Considered by REYNOLDSON, C.J., and UHLENHOPP, HARRIS, McCORMICK, and WOLLE, JJ.
REYNOLDSON, Chief Justice.
Plaintiff, Aaron M. Glenn, brought this tort action against his employer and a co-employee, alleging their "gross negligence amounting to wanton neglect" caused a work-related injury. Trial court, dismissing count I of plaintiff's petition, against his employer, found it had no subject matter jurisdiction. The court dismissed count II of plaintiff's petition, against the co-employee, pursuant to Iowa Rule of Civil Procedure 215.1. We affirm.
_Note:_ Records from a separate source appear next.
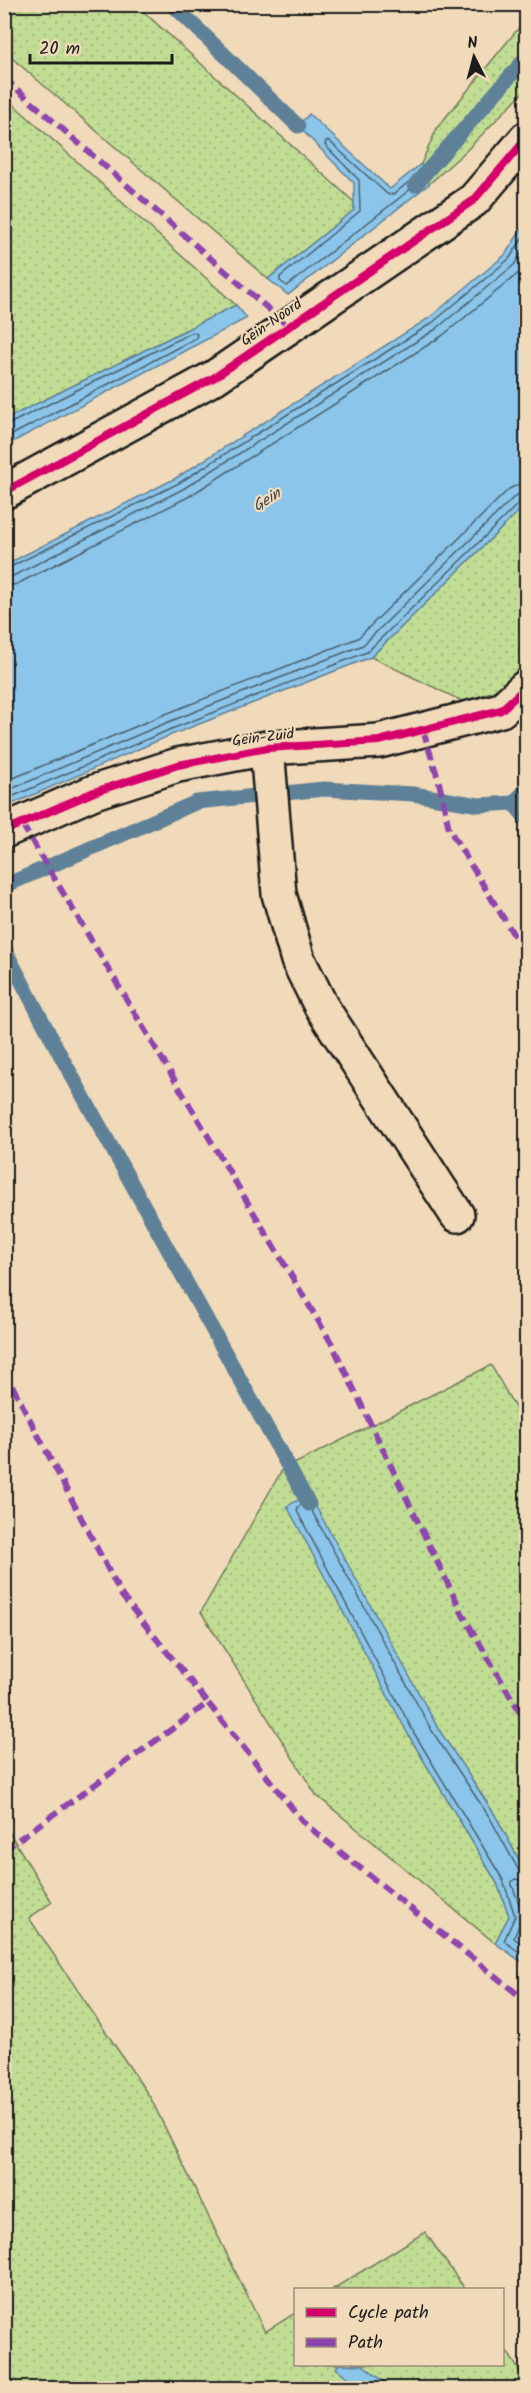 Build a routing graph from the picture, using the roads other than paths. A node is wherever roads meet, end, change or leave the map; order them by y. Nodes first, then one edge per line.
1 (526, 139) edge
2 (4, 492) edge
3 (526, 687) edge
4 (268, 760) junction
5 (4, 831) edge
6 (457, 1215) dead end

1 - 2 street, Gein-Noord
3 - 4 street, Gein-Zuid
4 - 5 street, Gein-Zuid
4 - 6 street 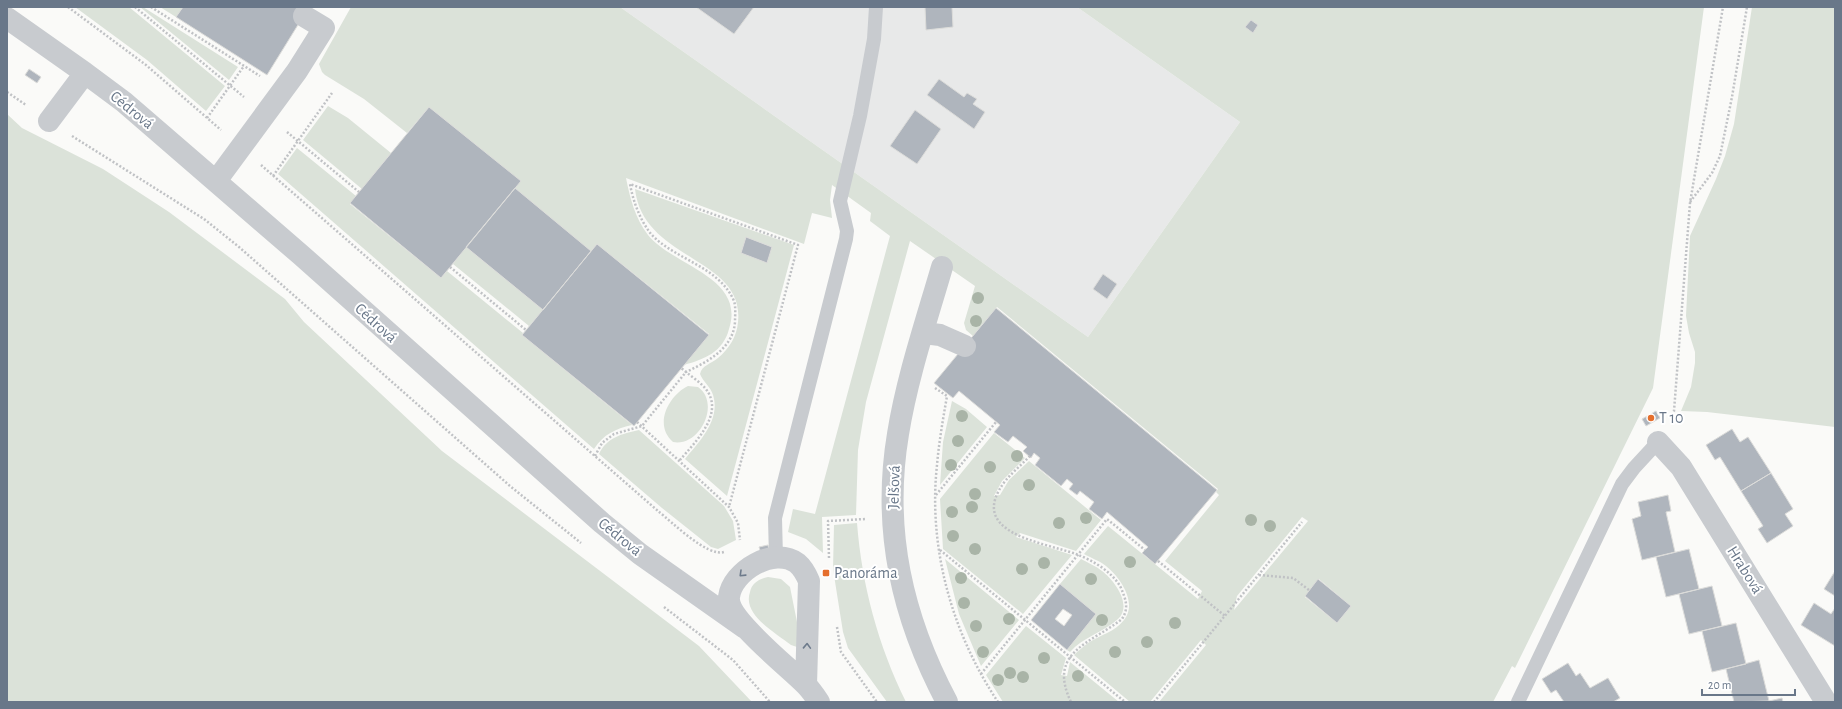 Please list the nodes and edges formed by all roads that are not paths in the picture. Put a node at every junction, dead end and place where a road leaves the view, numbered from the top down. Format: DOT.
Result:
graph roads {
  1 [pos="876,7"];
  2 [pos="304,16"];
  3 [pos="7,18"];
  4 [pos="85,73"];
  5 [pos="49,121"];
  6 [pos="216,181"];
  7 [pos="942,267"];
  8 [pos="924,333"];
  9 [pos="965,346"];
  10 [pos="1658,442"];
  11 [pos="776,558"];
  12 [pos="746,628"];
  13 [pos="813,694"];
  14 [pos="948,702"];
  15 [pos="1518,702"];
  16 [pos="1826,702"];
  1 -- 11 [label="lane"];
  2 -- 6 [label="street"];
  3 -- 4 [label="street, Cédrová"];
  4 -- 5 [label="street"];
  4 -- 6 [label="street, Cédrová"];
  6 -- 12 [label="street, Cédrová"];
  7 -- 8 [label="street, Jelšová"];
  8 -- 9 [label="street"];
  8 -- 14 [label="street, Jelšová"];
  10 -- 15 [label="lane"];
  10 -- 16 [label="street, Hrabová"];
  11 -- 12 [label="street, Cédrová, one-way"];
  13 -- 11 [label="street, Cédrová, one-way"];
  12 -- 13 [label="street, Cédrová"];
}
August 11, 1980, plaintiff Glenn filed a petition in district court seeking damages from his employer, Farmland Foods, Inc., and from a supervisory co-employee, Steve Tierney. The petition alleged defendant Tierney knowingly ordered plaintiff to do work that aggravated an already existing back injury. Plaintiff sought both actual and punitive damages from each defendant.
The employer filed a responsive pleading denominated "ANSWER OF FARMLAND FOODS, INC." Although it began "COMES NOW, Farmland Foods, Inc., ... and for separate answer to the Petition filed by the Plaintiff states," it was signed "WALTER C. SCHROEDER, ATTORNEY FOR THE DEFENDANTS." (Emphasis added.) As noted in division II, below, plaintiff's attorney incorrectly assumed from this signature that defendant Tierney had been served and was appearing in the case.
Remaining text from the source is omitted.